Além de violoncelista da Orquestra Filarmônica do Espírito Santo há mais de vinte anos, Sanny é professor de violoncelo da Faculdade de Música - FAMES e regente do coro sinfônico da Instituição.
 
Blog do ITC: Como é que você ouviu falar do projeto Canto na Escola?

MT: Eu assisti a uma apresentação em vídeo, quando eu cheguei aqui conheci alguns amigos na faculdade, o Elias (Salvador), que já trabalhava no projeto e me disse que estavam precisando de professor. Então entrei em contato com Alice e hoje faço parte do projeto.

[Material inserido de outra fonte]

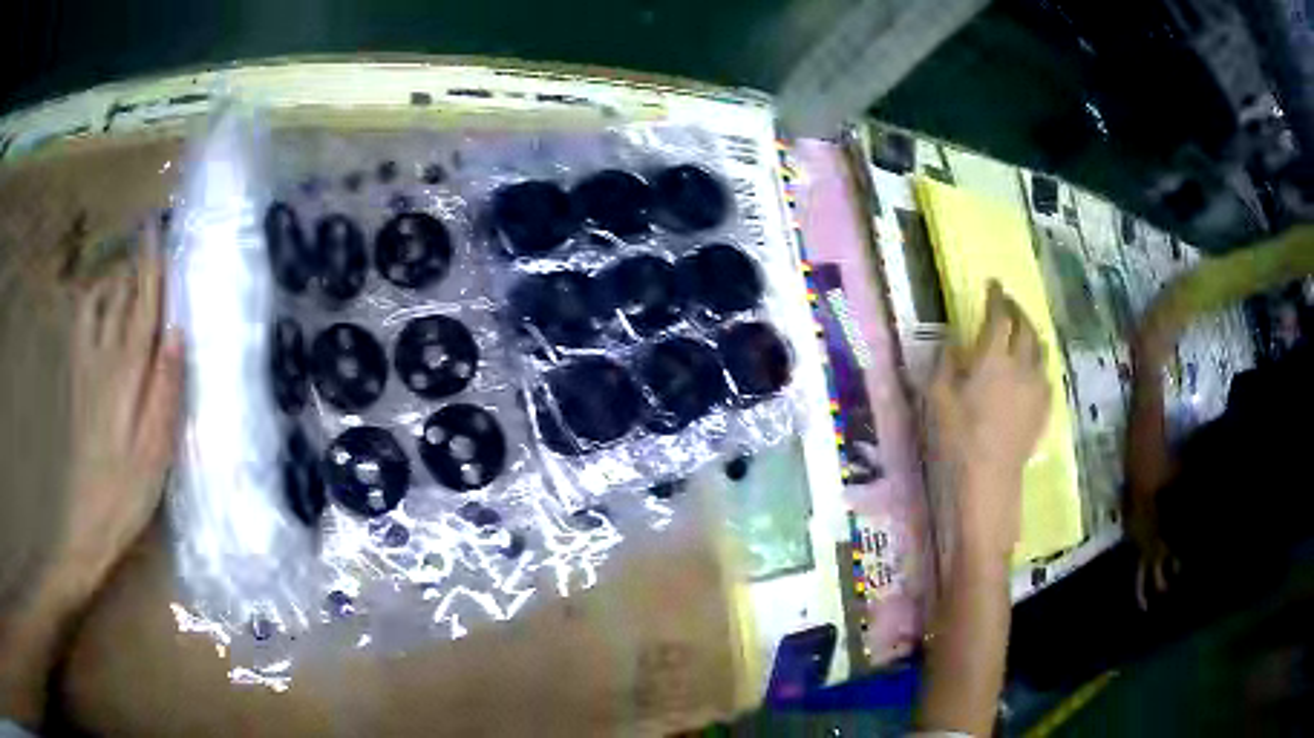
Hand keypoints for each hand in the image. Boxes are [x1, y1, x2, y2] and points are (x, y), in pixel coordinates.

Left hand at [1, 224, 181, 728]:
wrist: (86, 521)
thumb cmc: (127, 491)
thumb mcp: (156, 450)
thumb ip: (166, 388)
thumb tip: (179, 333)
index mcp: (127, 372)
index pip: (142, 304)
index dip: (152, 264)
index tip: (158, 227)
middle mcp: (103, 357)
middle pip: (118, 294)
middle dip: (135, 264)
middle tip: (151, 246)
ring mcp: (84, 367)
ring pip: (96, 302)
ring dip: (113, 279)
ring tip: (128, 275)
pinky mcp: (75, 381)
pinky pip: (80, 323)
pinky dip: (91, 301)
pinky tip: (99, 308)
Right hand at [930, 282, 1049, 560]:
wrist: (988, 480)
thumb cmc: (956, 438)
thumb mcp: (936, 397)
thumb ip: (945, 362)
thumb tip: (953, 341)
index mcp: (992, 357)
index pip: (999, 315)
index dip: (996, 296)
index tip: (993, 283)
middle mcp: (1020, 364)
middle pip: (1026, 326)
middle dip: (1017, 310)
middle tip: (1008, 303)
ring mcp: (1036, 386)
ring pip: (1040, 348)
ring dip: (1031, 333)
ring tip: (1023, 331)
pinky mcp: (1044, 407)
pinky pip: (1045, 373)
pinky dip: (1038, 361)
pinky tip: (1031, 368)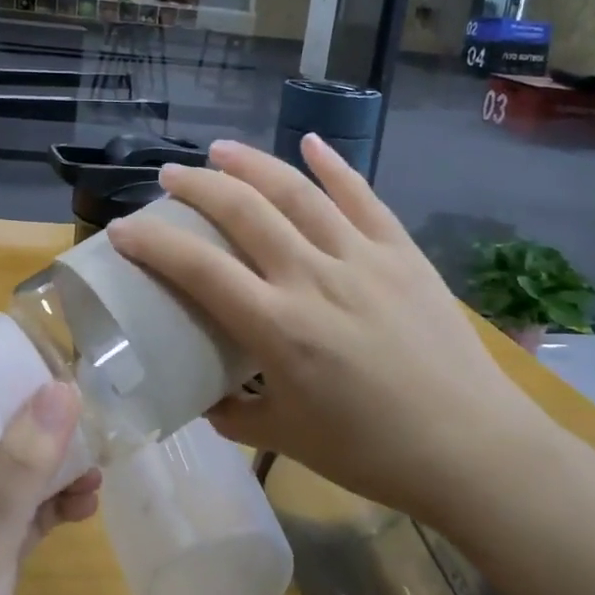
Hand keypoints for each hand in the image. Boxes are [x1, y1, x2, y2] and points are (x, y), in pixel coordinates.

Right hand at [106, 135, 550, 521]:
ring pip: (299, 192)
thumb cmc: (373, 452)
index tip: (122, 229)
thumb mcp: (287, 438)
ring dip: (253, 164)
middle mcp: (314, 278)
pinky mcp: (401, 252)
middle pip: (244, 212)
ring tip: (220, 150)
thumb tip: (200, 396)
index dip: (153, 243)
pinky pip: (363, 197)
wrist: (472, 448)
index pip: (199, 270)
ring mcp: (362, 258)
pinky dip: (334, 165)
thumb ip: (233, 414)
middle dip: (198, 187)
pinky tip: (311, 142)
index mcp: (279, 328)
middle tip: (170, 176)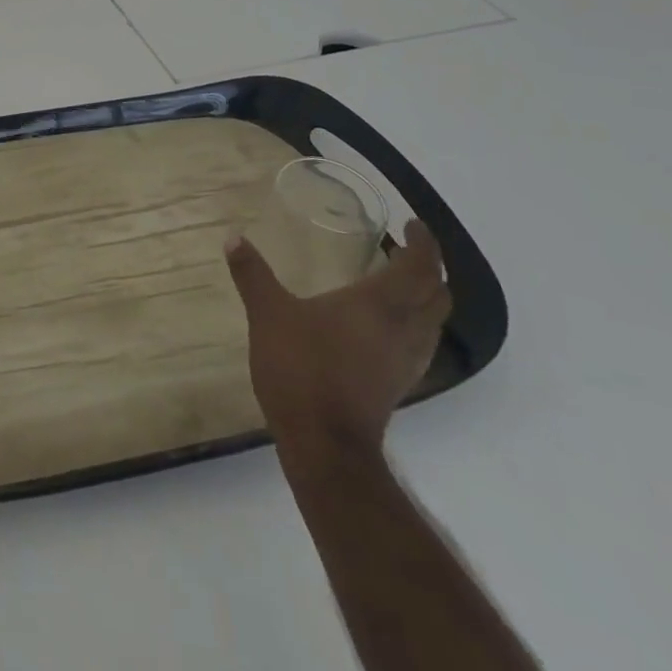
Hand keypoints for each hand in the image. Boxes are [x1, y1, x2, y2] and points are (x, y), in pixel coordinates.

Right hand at [225, 221, 449, 457]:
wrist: (325, 446)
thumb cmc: (302, 369)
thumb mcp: (268, 314)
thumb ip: (253, 274)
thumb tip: (233, 238)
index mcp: (380, 305)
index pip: (420, 267)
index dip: (423, 243)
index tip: (411, 225)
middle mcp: (403, 329)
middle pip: (438, 295)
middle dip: (429, 268)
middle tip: (404, 249)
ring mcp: (405, 361)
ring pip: (432, 322)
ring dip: (425, 297)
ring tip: (396, 281)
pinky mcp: (398, 385)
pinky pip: (419, 343)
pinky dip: (412, 323)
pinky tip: (383, 325)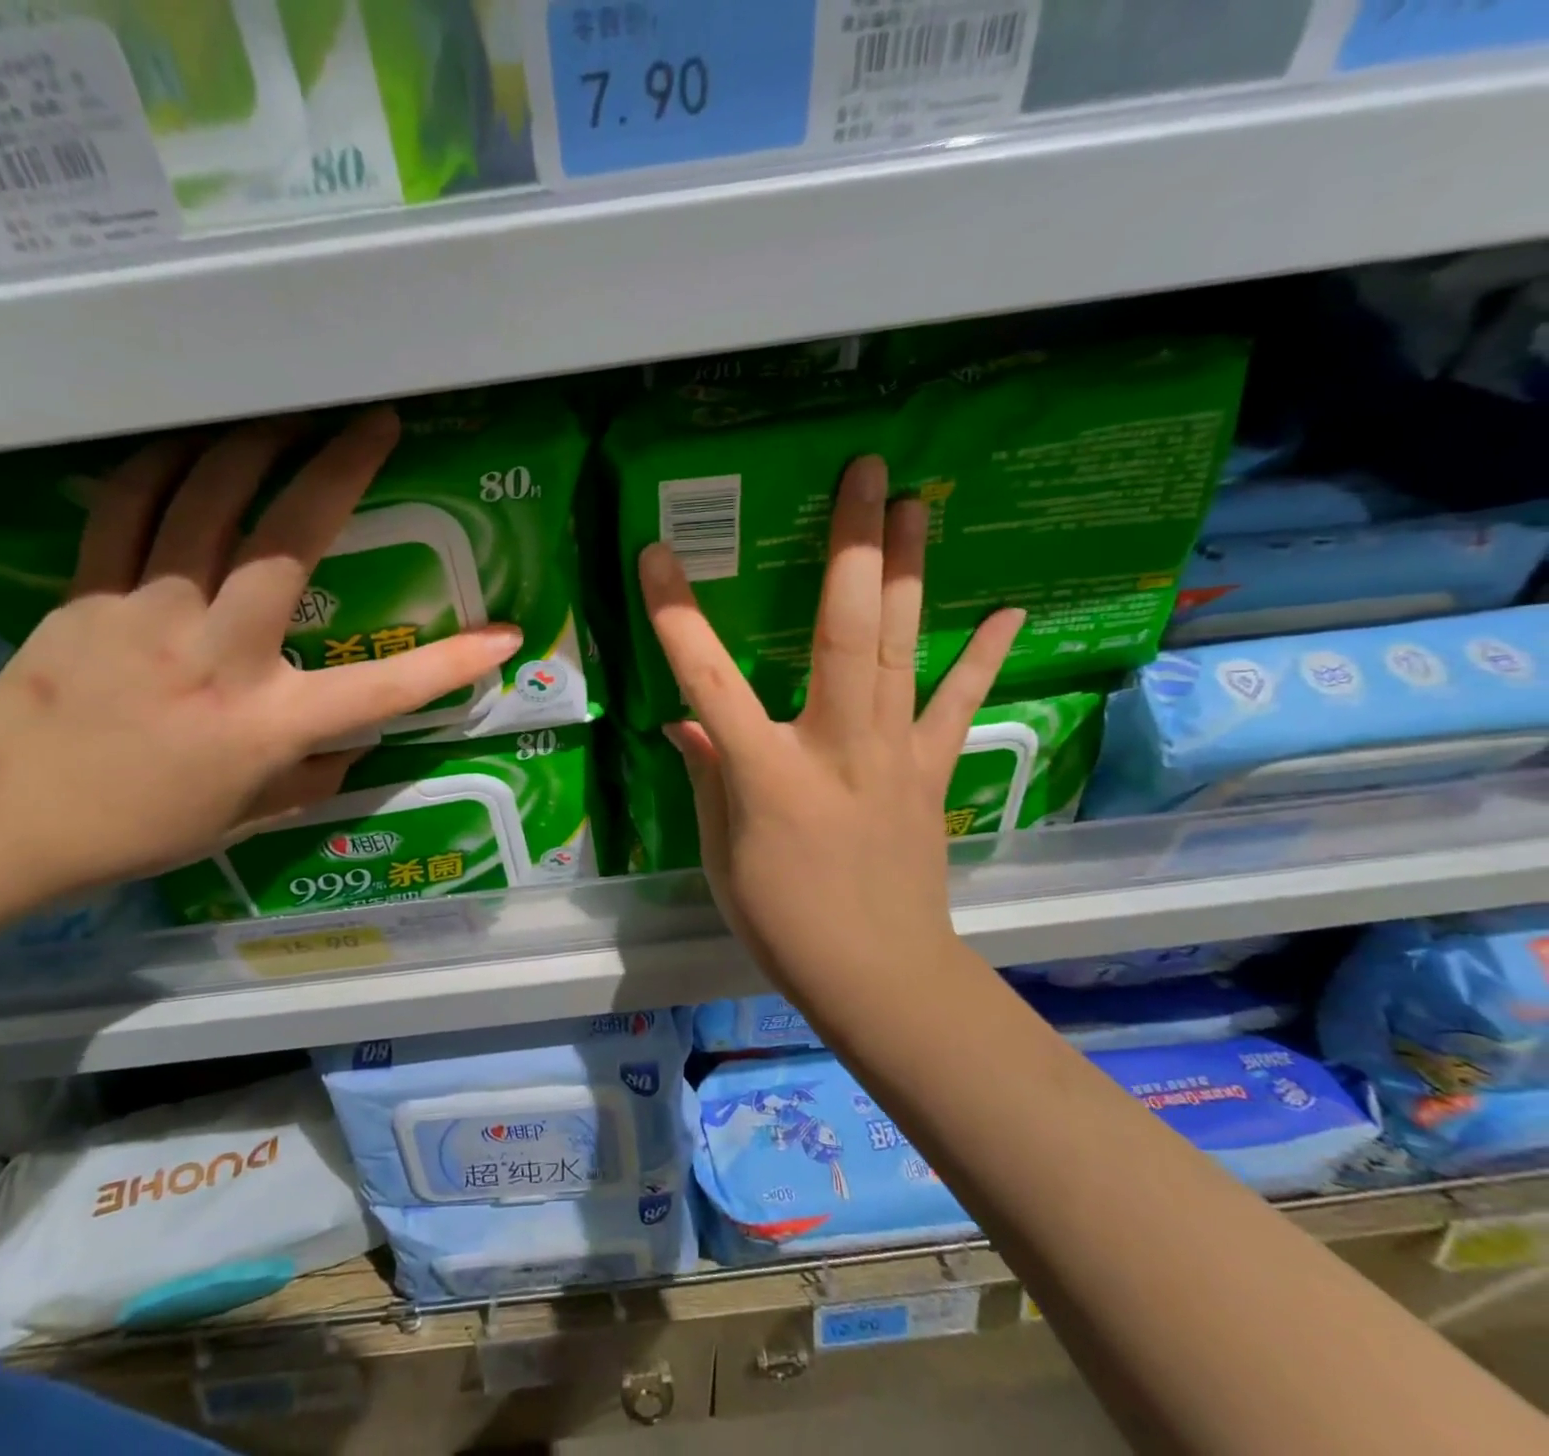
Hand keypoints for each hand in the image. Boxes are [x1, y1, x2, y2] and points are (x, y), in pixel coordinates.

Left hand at [0, 408, 520, 893]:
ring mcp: (146, 613)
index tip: (505, 633)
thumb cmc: (137, 827)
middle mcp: (216, 656)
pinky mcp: (90, 592)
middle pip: (285, 544)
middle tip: (373, 422)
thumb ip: (310, 777)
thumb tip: (352, 747)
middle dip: (337, 471)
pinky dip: (165, 463)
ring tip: (291, 412)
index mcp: (266, 725)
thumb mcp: (246, 818)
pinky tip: (194, 442)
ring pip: (203, 502)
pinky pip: (128, 506)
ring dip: (253, 444)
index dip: (452, 663)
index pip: (380, 691)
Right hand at [639, 455, 1021, 1005]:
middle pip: (845, 631)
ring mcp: (894, 752)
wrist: (878, 974)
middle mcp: (836, 745)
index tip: (657, 554)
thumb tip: (686, 722)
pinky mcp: (931, 769)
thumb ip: (707, 774)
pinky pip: (958, 702)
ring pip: (905, 647)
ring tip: (920, 505)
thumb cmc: (783, 920)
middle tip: (867, 474)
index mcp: (766, 771)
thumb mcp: (720, 851)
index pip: (708, 680)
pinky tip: (1008, 608)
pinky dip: (983, 656)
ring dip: (911, 572)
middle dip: (853, 546)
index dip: (677, 616)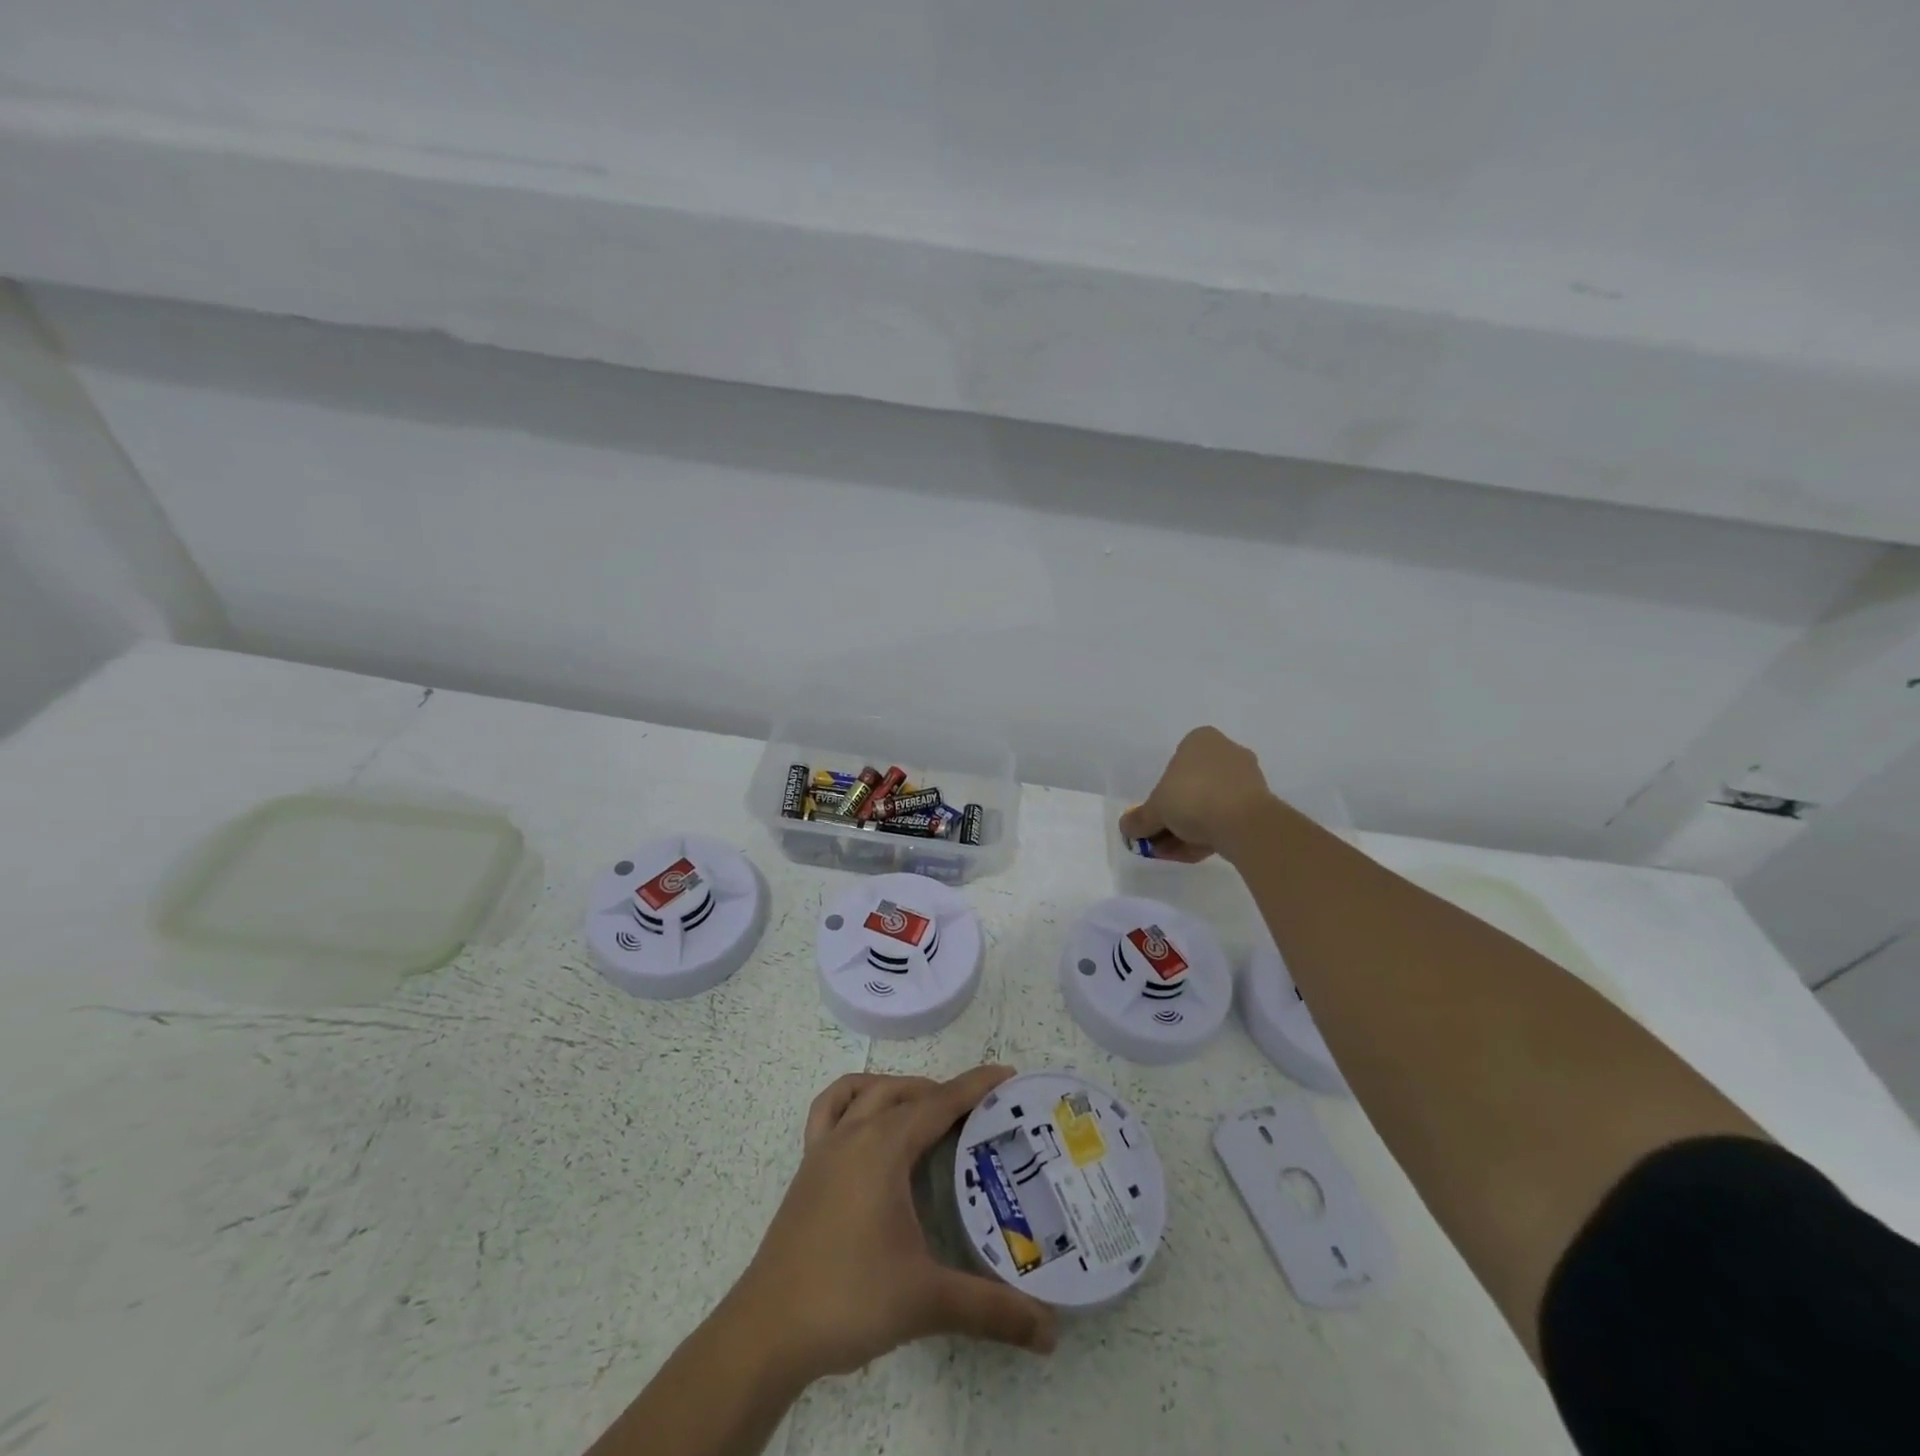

Monalisa Toledo com o Coral do Canto na Escola numa apresentação na Casa de Congo da Serra
 
Blog do ITC: Qual o resultado que você vê das aulas de música junto às crianças?

MT: Na sala de aula da musicalização eu procuro não só ensinar música, mas passar pra eles a importância da disciplina, da pontualidade: a hora de chegar, a hora de falar, a hora de ouvir. Com isso eles ficam mais calmos, mais policiados e conscientes da importância de aprender. Na época das provas a professora de matemática do terceiro ano me procurou para agradecer e conversar sobre a aluna Ana Julia, que é uma menina muito hiperativa, muito agitada e essa professora veio me falar da melhora que ela teve nas notas em sala de aula, porque começou a aprender a prestar atenção, saber que aquela era a hora de ouvir.

Blog do ITC: O que a Ana Julia gosta de fazer na aula de música?

MT: Ela gosta de cantar. É aluna nova, entrou esse ano na musicalização, tem nove anos. Ela chegou cheia das manias, de brincadeiras, parece que ela não sabia onde ela estava. E hoje, já em outubro, final do ano praticamente, eu posso dizer que ela mudou muito. A avó dela conversava comigo direto, dizia que ia tirar a menina do coral como castigo, porque não aguentava mais. E hoje ela é uma aluna muito obediente, sabe a hora das coisas, leva o material pra sala de aula. E esse comportamento aprendido na musicalização a Ana Julia passou a adotar nas outras disciplinas da escola o que surpreendeu muita gente, tanto que a professora de matemática veio me agradecer...É esse tipo de coisa que faz a gente ter certeza que seguiu no caminho certo.

Blog do ITC: Obrigado pela entrevista Monalisa.